# Synchronizations With TorchRec KeyedJaggedTensor

> Source: <https://leimao.github.io/blog/TorchRec-KeyedJaggedTensor-Synchronizations/>
> Published: 2026-06-05 07:00:00+00:00

# Synchronizations With TorchRec KeyedJaggedTensor

Introduction

In recommendation systems, sparse features such as user-item interaction ids are often used to model user preferences and item characteristics. These sparse features are then mapped to dense representations through large embedding tables.

However, there are a few challenges when working with sparse features in recommendation systems:

- Different samples may have different numbers of interactions, leading to variable-length input data.
- There are often lots of sparse features being used in recommendation systems.

In a batch of requests, if all sparse features are padded to the same length, the embedding tables will produce many useless embedding vectors. That wastes memory and downstream compute resources. If each sparse feature accesses embedding tables independently, the overhead becomes large when the number of sparse features is large.

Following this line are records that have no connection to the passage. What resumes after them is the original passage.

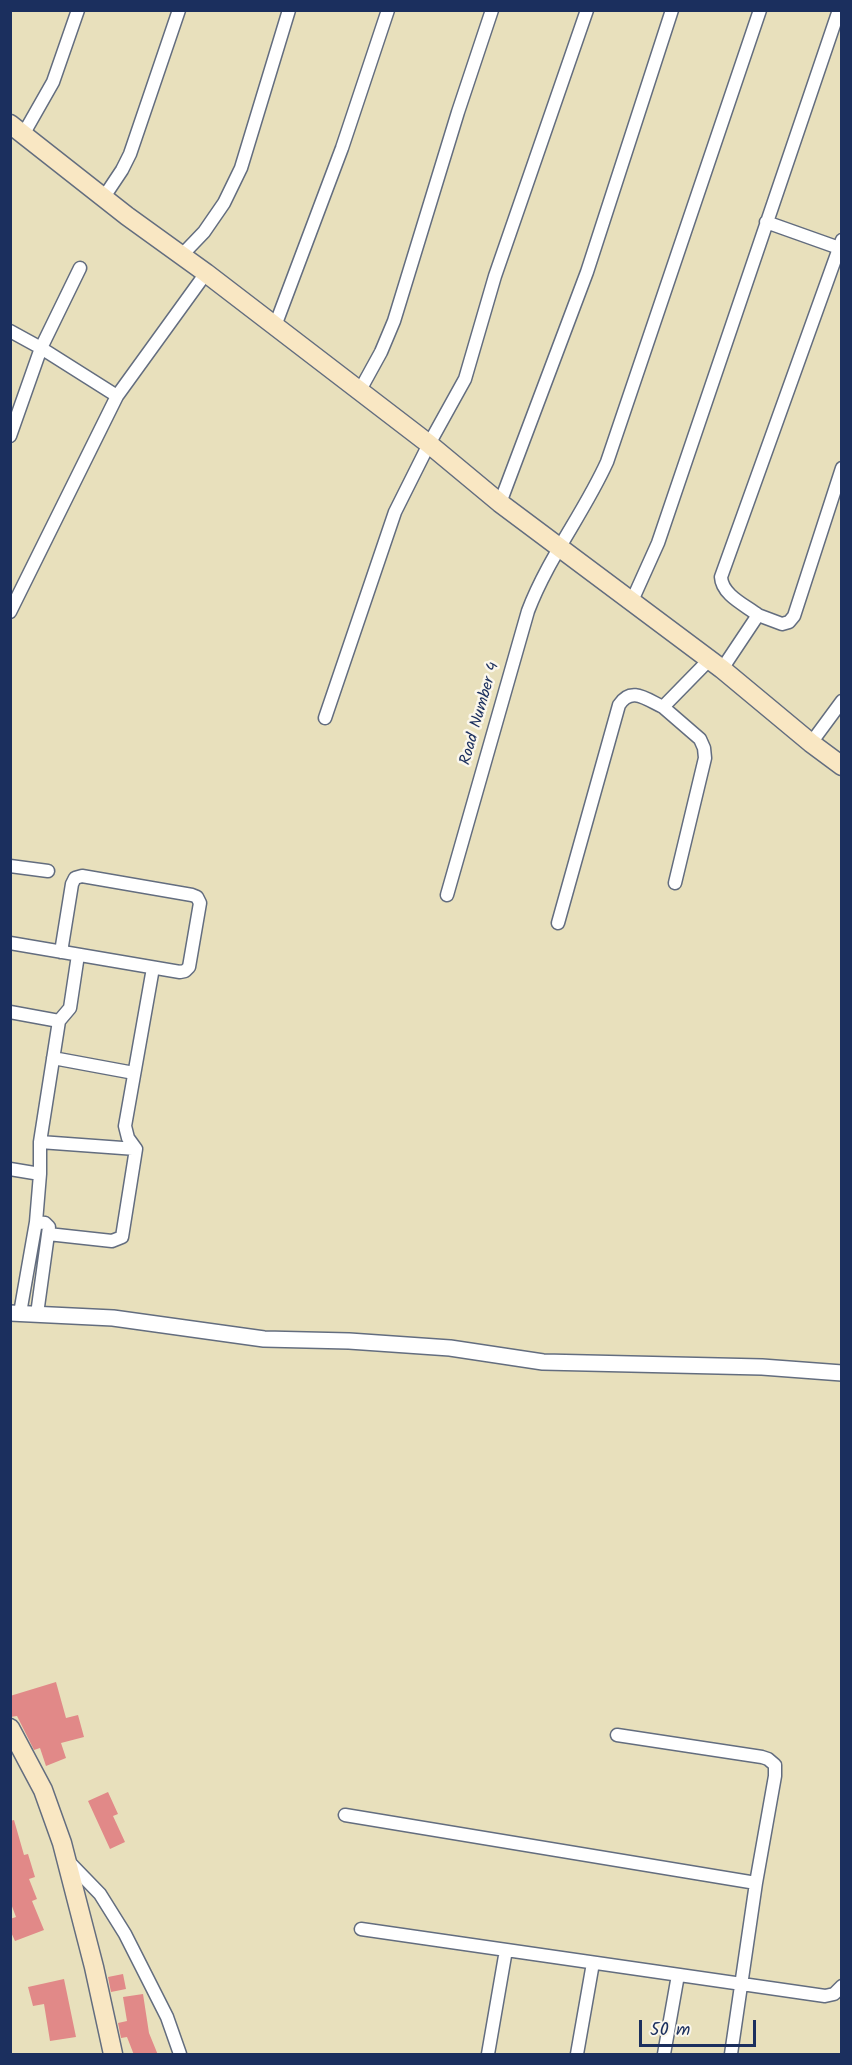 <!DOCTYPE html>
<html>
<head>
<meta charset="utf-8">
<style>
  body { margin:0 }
  #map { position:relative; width:852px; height:2065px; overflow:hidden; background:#e8e0bc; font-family:Kalam,sans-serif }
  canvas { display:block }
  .frame { position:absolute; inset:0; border:12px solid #1b2f5e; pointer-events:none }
  .scale { position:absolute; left:639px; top:2020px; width:117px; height:27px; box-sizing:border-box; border:3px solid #1b2f5e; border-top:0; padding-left:8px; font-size:18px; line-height:21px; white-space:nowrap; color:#1b2f5e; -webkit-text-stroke:4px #fbf7ec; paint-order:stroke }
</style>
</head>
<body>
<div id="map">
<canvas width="852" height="2065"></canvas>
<div class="frame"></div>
<div class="scale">50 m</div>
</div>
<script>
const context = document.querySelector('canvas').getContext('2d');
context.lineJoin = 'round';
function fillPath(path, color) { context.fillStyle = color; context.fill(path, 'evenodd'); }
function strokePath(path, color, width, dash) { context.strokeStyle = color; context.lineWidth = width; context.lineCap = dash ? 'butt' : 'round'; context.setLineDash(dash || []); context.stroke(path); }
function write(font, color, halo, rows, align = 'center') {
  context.font = font + ' Kalam,sans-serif'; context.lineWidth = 5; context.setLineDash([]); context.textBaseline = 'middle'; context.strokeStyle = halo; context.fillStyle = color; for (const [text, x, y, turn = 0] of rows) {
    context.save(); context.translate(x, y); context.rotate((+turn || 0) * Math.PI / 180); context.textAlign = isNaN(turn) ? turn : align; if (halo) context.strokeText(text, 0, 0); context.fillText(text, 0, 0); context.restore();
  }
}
fillPath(new Path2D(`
  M56 1682 66 1718 78 1715 84 1737 61 1743 66 1758 46 1766 40 1748 34 1750 17 1716 10 1717V1696Z
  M108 1792 118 1814 113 1816 125 1842 110 1849 88 1801Z
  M14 1820 24 1855 28 1854 35 1877 29 1879 37 1899 32 1901 44 1930 15 1941 10 1930V1919L16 1917 10 1901V1821Z
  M123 1974 126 1989 111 1992 108 1977Z
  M64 1979 76 2037 50 2041 44 2004 33 2006 28 1987Z
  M143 1994 149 2033 158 2055H134L127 2037 121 2038 118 2023 127 2021 123 1997Z`), '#e18988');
const minor = new Path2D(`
  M24 133 53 82 78 10
  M104 197 122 170 130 154 179 10
  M766 222 842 249
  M181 256 204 232 224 203 241 168 289 10
  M275 326 342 148 388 10
  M10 331 41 348 117 396
  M359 392 381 352 394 321 458 112 492 10
  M10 436 41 348 80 268
  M500 503 587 272 672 10
  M631 603 658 543 839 10
  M10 612 117 396 206 273
  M758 615C745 605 722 595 721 577L842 240
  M722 669 758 615 782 624 789 622 794 616 842 468
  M663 707 700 739 704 748 705 758 675 883
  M325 718 395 512 429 444 465 379 495 276 587 10
  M811 743 842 701
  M10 866 48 871
  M447 895 528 611C548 558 584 513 607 462L760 10
  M558 923 619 705C631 686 646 699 663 707L709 660
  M10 943 180 972 185 971 189 967 200 903 197 897 192 895 82 876 75 878 72 884 61 952
  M10 1012 59 1021
  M53 1058 134 1073
  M40 1142 136 1149
  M10 1169 40 1174
  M36 1222 40 1174V1142L59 1021 70 1008 78 955
  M48 1234 112 1241 122 1237 136 1149 128 1138 125 1126 153 968
  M20 1313 36 1222 45 1223 49 1227 37 1314
  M617 1735 762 1757 768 1759 775 1765V1776L756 1883 731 2054
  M345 1815 756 1883
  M68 1861 100 1894 125 1934 167 2017 180 2054
  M361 1929 825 1996 834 1994 842 1986
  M488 2054 506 1950
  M577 2054 593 1963
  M664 2054 678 1975`);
const tertiary = new Path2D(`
  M10 1313 113 1318 264 1339 349 1341 450 1348 543 1362 762 1367 842 1373`);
const secondary = new Path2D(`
  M10 124 127 216 206 273 429 444 500 503 722 669 811 743 842 766
  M10 1728 43 1790 62 1843 94 1967 113 2054`);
strokePath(minor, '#636d7f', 15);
strokePath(tertiary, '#636d7f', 18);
strokePath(secondary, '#636d7f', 21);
strokePath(minor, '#fff', 12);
strokePath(tertiary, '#fff', 15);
strokePath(secondary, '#f9e7c3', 18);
write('16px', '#1b2f5e', '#fbf7ec', [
  ["Road Number 4",481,714,-74]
]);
</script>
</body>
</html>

TorchRec [ KeyedJaggedTensor](https://github.com/meta-pytorch/torchrec/blob/release/v1.6.0/torchrec/sparse/jagged_tensor.py#L1823) was designed to address these challenges by combining sparse features across samples and across features into one large sparse feature without padding. This eliminates the memory and compute inefficiencies.

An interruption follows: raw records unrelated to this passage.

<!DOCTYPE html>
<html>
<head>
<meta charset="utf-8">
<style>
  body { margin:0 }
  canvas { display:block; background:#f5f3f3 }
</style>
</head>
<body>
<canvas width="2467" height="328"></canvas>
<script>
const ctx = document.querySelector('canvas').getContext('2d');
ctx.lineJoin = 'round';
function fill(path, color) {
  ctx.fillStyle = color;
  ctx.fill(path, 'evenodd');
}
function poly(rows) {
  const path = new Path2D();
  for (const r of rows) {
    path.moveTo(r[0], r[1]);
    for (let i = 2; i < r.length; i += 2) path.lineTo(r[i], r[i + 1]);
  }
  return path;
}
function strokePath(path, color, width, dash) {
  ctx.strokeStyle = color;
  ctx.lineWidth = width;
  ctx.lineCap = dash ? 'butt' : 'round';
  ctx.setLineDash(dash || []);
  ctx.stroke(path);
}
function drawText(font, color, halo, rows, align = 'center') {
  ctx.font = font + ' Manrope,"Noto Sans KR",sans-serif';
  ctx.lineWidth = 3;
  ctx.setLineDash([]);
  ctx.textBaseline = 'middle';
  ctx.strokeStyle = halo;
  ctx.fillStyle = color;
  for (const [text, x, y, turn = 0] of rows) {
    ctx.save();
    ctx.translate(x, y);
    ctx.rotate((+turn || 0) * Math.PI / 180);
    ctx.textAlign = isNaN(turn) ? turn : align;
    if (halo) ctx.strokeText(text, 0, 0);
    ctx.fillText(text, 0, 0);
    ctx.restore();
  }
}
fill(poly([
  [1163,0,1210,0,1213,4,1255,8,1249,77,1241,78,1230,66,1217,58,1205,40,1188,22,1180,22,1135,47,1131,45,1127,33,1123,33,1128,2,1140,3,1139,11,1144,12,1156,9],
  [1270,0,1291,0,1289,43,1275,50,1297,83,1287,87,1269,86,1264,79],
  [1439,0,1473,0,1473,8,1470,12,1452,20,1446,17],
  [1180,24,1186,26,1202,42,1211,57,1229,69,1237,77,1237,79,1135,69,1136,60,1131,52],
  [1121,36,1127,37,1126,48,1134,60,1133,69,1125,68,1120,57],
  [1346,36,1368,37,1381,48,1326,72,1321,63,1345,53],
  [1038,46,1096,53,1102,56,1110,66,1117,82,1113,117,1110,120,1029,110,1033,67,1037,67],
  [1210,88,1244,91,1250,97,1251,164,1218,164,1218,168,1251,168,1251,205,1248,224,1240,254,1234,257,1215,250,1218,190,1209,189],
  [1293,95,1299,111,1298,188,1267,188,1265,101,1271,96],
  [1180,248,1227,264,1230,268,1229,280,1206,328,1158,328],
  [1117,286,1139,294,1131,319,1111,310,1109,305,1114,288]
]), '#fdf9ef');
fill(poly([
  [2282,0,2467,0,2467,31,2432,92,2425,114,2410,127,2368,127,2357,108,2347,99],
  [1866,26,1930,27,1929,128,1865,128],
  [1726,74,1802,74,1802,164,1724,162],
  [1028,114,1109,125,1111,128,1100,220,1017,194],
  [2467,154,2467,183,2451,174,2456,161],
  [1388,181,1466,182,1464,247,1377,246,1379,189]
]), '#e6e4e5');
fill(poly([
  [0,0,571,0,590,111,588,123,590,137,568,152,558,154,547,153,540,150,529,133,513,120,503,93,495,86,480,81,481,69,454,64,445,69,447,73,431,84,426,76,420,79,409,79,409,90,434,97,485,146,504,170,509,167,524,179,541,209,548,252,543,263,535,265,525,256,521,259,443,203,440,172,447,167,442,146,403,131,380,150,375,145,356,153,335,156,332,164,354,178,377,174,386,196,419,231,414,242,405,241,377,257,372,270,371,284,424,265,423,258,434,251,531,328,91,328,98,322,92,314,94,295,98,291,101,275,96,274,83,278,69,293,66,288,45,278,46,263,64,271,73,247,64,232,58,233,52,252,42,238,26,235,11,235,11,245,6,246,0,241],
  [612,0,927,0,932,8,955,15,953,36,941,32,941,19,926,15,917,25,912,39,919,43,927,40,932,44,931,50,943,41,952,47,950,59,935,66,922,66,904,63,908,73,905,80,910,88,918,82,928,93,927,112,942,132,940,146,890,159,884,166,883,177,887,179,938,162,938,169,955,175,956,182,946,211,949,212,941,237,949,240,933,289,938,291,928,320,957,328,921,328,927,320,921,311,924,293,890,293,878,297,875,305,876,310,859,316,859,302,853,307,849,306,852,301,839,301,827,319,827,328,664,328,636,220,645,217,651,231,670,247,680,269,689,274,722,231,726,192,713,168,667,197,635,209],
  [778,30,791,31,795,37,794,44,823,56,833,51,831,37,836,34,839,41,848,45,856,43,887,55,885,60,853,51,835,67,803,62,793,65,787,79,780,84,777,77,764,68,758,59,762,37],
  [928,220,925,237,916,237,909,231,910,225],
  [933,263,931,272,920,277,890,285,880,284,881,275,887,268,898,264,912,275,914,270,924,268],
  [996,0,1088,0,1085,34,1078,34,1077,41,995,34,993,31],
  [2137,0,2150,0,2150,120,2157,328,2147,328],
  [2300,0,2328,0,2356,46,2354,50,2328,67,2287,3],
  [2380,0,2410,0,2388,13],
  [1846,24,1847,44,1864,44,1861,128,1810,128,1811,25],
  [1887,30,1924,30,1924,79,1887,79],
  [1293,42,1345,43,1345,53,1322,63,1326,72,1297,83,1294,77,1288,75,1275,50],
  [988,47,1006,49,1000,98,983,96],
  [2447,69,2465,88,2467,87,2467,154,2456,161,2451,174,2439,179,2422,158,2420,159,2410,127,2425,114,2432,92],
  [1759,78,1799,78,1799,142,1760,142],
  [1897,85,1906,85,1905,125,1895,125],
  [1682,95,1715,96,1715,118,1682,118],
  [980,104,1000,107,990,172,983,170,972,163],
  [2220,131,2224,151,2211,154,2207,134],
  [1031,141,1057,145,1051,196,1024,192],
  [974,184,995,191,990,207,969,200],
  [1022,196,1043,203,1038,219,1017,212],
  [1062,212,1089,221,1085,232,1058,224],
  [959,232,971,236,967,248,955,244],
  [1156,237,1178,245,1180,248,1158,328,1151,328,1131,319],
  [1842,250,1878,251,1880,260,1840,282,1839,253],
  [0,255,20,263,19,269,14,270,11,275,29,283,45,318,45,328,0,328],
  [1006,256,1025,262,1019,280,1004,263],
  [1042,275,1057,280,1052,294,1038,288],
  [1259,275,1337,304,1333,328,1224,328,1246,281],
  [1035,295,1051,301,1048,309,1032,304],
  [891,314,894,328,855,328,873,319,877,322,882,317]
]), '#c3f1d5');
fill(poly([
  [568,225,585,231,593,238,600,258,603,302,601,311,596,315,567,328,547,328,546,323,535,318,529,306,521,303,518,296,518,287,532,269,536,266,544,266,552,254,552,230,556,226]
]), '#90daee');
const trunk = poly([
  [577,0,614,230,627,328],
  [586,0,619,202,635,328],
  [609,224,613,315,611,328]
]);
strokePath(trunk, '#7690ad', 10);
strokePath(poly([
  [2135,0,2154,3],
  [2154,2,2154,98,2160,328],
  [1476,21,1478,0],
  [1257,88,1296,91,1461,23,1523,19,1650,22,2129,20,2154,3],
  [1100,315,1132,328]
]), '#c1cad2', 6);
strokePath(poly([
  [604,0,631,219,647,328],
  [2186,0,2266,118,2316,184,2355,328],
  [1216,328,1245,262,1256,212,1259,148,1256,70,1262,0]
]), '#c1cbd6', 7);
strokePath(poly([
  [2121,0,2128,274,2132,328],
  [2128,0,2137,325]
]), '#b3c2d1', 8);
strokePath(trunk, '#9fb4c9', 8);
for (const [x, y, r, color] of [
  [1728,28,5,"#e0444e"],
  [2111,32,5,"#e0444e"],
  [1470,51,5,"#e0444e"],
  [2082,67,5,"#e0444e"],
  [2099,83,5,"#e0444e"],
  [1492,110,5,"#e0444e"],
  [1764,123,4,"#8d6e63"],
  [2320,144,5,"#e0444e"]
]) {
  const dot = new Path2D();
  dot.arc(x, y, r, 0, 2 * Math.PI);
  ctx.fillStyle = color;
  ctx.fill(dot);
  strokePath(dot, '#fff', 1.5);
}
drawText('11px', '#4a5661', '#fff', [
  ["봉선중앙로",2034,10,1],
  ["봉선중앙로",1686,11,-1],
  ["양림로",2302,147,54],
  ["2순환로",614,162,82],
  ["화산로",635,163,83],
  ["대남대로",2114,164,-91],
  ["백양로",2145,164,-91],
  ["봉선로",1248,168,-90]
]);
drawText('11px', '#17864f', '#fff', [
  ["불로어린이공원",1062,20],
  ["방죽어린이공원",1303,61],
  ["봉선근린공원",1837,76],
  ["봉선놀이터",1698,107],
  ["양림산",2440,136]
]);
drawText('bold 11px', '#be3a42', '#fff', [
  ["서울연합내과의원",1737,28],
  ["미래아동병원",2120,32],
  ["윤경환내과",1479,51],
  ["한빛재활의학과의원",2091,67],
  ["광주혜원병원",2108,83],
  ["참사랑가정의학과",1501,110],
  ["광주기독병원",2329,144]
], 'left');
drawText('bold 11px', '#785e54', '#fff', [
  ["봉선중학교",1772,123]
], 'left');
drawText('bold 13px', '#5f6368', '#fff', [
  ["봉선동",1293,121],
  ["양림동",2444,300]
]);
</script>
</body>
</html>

Despite its efficiency, `KeyedJaggedTensor`

has several caveats and can be used incorrectly, resulting in worse system performance. One key issue in GPU systems is synchronization. In this blog post, I would like to discuss the main pitfalls of `KeyedJaggedTensor`

and how to use it efficiently on GPU.

TorchRec Data Types

TorchRec has specific input/output data types of its modules to efficiently represent sparse features, including:

`JaggedTensor`

: a wrapper around the lengths or offsets tensor and the values tensor for a single sparse feature.`KeyedJaggedTensor`

: a wrapper that represents multiple sparse features and can be thought of as multiple`JaggedTensor`

s.`KeyedTensor`

: a wrapper around`torch.Tensor`

that allows access to tensor values through keys.

`KeyedJaggedTensor`

can be constructed from a dictionary of `JaggedTensor`

s, where the keys are the feature names. The output of `KeyedJaggedTensor`

and `EmbeddingBagCollection`

is `KeyedTensor`

, whose embeddings can be accessed through keys.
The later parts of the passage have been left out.